1. 4.  O Iraque é berço de civilizações e religiões. Logo à chegada, na presença das autoridades, sublinhou a riqueza da diversidade e apontou o programa de futuro: “Só se conseguirmos olhar-nos entre nós, com as nossas diferenças, como membros da mesma família humana, poderemos começar um processo efectivo de reconstrução e deixar às gerações futuras um mundo melhor, mais justo e mais humano”, e fez uma defesa cerrada  da “diversidade religiosa, cultural e étnica que caracterizou a sociedade iraquiana durante milénios” e que “é um recurso valioso a aproveitar, não um obstáculo a eliminar”.  E Barham Saleh, o presidente do Iraque: “Não podemos imaginar um Oriente sem cristãos.”

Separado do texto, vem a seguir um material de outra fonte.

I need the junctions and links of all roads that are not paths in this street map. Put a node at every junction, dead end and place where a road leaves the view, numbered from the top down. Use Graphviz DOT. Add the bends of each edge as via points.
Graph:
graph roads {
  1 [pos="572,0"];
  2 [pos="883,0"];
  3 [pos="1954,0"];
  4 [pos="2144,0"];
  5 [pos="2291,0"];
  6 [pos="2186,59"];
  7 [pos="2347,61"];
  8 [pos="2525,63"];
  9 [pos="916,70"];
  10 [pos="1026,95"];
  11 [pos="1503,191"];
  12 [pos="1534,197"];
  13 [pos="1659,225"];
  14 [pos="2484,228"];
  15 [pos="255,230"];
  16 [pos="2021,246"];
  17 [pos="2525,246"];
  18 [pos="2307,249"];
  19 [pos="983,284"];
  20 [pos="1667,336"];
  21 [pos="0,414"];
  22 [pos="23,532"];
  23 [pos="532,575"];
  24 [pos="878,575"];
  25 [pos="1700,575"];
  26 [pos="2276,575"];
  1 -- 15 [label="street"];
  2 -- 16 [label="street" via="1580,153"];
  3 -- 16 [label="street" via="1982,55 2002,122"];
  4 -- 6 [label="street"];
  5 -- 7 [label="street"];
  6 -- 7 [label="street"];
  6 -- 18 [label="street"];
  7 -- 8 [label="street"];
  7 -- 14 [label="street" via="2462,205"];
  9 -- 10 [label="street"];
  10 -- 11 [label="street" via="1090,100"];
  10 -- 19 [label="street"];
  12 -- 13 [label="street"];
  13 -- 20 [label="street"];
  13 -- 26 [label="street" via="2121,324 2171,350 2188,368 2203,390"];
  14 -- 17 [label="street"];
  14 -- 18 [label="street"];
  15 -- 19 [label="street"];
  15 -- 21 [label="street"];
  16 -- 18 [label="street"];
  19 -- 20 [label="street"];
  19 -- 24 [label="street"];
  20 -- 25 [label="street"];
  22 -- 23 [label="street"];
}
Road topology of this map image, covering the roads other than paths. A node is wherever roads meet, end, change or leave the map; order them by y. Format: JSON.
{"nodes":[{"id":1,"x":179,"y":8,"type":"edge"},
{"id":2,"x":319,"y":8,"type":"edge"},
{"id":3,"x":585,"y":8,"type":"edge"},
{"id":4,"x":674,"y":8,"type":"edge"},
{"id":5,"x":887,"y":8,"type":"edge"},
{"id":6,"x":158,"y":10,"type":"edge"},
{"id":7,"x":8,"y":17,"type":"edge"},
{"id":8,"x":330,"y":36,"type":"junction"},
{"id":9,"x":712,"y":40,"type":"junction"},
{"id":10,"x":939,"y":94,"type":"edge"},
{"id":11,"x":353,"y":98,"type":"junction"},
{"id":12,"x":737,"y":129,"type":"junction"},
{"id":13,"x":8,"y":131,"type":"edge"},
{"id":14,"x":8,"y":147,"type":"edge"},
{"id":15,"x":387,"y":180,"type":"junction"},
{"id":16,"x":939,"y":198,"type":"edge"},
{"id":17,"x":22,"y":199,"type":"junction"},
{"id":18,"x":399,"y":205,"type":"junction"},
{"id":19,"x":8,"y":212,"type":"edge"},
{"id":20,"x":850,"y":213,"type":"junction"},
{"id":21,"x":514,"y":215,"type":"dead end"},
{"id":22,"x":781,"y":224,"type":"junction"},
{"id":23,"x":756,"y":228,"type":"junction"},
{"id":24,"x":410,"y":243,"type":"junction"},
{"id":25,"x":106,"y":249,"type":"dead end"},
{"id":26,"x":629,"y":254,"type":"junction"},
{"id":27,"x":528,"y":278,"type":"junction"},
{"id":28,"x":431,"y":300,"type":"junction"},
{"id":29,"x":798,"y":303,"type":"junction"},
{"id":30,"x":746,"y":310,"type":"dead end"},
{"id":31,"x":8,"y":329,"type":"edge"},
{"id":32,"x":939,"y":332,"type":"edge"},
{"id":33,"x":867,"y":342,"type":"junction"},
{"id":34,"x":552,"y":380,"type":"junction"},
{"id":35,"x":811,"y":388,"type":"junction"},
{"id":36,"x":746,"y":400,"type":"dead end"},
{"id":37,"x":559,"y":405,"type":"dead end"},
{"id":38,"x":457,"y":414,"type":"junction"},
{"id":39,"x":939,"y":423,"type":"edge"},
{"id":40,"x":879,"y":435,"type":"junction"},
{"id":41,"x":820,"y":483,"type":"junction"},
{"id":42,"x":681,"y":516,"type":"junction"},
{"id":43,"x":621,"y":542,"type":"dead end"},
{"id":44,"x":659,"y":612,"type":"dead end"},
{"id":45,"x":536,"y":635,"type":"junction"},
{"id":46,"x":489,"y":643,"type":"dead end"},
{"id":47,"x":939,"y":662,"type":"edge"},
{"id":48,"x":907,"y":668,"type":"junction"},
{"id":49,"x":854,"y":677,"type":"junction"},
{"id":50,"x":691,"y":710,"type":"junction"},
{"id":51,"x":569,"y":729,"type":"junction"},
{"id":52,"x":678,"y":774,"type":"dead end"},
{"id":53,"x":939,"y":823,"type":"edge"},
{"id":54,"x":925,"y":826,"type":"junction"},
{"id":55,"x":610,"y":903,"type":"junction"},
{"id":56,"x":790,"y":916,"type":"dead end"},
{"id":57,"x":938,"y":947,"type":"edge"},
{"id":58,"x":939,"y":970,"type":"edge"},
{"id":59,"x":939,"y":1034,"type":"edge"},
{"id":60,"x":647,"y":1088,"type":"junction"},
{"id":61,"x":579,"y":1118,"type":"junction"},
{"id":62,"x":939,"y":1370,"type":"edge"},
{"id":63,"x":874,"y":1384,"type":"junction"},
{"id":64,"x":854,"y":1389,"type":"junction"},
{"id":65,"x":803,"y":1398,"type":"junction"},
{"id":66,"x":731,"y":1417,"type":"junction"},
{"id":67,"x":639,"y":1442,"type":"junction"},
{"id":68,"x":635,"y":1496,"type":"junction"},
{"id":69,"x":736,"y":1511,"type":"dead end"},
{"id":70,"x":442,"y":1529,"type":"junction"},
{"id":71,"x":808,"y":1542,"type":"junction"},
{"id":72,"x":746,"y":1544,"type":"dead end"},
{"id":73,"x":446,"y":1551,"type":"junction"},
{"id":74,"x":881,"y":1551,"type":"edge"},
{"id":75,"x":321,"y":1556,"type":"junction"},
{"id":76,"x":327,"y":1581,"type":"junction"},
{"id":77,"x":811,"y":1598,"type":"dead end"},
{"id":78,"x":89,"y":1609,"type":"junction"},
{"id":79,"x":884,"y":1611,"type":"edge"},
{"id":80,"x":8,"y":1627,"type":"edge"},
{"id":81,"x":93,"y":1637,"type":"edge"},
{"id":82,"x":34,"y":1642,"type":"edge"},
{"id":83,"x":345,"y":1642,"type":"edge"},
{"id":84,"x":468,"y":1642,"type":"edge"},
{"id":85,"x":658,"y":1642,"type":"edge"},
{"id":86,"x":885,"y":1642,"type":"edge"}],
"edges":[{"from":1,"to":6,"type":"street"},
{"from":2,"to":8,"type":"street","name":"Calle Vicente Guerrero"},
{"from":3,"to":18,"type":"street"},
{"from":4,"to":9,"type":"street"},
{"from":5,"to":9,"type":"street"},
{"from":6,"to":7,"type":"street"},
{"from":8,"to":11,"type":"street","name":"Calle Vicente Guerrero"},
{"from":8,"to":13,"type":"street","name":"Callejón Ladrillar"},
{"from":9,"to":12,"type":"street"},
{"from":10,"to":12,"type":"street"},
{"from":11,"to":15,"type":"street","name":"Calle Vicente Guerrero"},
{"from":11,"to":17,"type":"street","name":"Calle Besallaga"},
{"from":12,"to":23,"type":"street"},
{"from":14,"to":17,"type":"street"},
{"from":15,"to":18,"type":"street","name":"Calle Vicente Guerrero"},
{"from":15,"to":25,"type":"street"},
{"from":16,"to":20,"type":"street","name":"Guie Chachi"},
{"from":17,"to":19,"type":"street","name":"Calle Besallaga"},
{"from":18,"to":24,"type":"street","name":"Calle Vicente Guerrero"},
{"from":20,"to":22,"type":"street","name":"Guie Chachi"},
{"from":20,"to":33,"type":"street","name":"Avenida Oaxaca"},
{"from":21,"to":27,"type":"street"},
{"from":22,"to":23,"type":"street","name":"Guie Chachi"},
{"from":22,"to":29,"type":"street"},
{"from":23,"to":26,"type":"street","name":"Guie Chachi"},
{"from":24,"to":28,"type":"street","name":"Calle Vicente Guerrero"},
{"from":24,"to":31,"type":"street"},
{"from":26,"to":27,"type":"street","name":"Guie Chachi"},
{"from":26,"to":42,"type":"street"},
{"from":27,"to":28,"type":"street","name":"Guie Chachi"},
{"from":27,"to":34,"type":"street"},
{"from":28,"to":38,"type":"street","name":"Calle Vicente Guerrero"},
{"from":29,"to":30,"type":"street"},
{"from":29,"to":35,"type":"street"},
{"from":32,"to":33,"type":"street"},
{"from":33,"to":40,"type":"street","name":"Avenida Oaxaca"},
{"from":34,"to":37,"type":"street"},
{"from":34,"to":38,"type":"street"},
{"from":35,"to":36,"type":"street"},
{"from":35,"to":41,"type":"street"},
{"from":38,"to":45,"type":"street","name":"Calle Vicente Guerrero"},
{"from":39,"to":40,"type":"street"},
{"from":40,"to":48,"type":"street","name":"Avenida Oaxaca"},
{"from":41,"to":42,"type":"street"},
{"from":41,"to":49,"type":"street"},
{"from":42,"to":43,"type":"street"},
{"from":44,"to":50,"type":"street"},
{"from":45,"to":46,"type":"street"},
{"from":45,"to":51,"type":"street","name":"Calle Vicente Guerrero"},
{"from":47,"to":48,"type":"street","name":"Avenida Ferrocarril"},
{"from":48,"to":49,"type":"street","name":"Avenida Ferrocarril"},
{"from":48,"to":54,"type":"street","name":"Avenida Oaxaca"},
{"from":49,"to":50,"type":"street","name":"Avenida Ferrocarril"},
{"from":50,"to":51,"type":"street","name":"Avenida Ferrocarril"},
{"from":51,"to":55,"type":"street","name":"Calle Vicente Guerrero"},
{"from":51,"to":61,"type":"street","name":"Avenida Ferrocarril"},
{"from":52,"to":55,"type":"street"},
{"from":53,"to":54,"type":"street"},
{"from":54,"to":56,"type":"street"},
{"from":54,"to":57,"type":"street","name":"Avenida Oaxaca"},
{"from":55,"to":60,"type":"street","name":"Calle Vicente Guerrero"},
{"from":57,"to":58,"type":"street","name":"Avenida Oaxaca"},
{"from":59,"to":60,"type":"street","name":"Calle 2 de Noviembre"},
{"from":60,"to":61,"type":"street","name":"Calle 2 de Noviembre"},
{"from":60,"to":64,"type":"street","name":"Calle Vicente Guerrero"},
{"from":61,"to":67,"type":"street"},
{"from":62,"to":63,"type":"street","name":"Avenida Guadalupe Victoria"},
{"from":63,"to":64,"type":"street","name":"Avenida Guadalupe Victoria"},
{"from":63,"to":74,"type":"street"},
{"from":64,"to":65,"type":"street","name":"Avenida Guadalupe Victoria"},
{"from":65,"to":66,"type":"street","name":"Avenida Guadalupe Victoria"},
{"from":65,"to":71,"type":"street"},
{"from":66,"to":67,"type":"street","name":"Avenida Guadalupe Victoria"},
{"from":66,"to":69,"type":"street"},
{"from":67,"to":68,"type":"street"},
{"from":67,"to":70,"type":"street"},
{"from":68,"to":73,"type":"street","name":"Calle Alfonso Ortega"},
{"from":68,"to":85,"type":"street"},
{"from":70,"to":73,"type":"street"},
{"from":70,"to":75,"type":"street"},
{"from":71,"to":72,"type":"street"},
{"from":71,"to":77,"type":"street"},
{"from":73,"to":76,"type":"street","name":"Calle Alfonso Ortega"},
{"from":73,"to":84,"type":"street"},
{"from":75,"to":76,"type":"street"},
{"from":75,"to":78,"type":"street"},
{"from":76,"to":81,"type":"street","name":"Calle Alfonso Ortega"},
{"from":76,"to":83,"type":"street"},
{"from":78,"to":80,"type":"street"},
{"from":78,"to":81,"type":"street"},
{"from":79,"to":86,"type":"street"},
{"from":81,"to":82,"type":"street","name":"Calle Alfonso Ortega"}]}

2. Em Mossul, Francisco clamou: “Se Deus é o Deus da vida, e é, não nos é lícito matar os irmãos em seu nome. Se Deus é Deus da paz, e é, não nos é lícito fazer a guerra em seu nome. Se Deus é o Deus do amor, e é, não nos é lícito odiar os irmãos.”

Conheceu o pai de Aylan, o menino sírio curdo que apareceu afogado numa praia da Turquia fugindo do Estado Islâmico e cuja imagem na praia comoveu o mundo. Foi no final da visita, que tinha como lema: “Sois todos irmãos”.

Faz parte do protocolo dirigir-se ao Papa assim: “Santidade”. No caso de Francisco, é mais realista e evangélico, sugere o teólogo González Faus, dirigir-se-lhe como “Fraternidade”.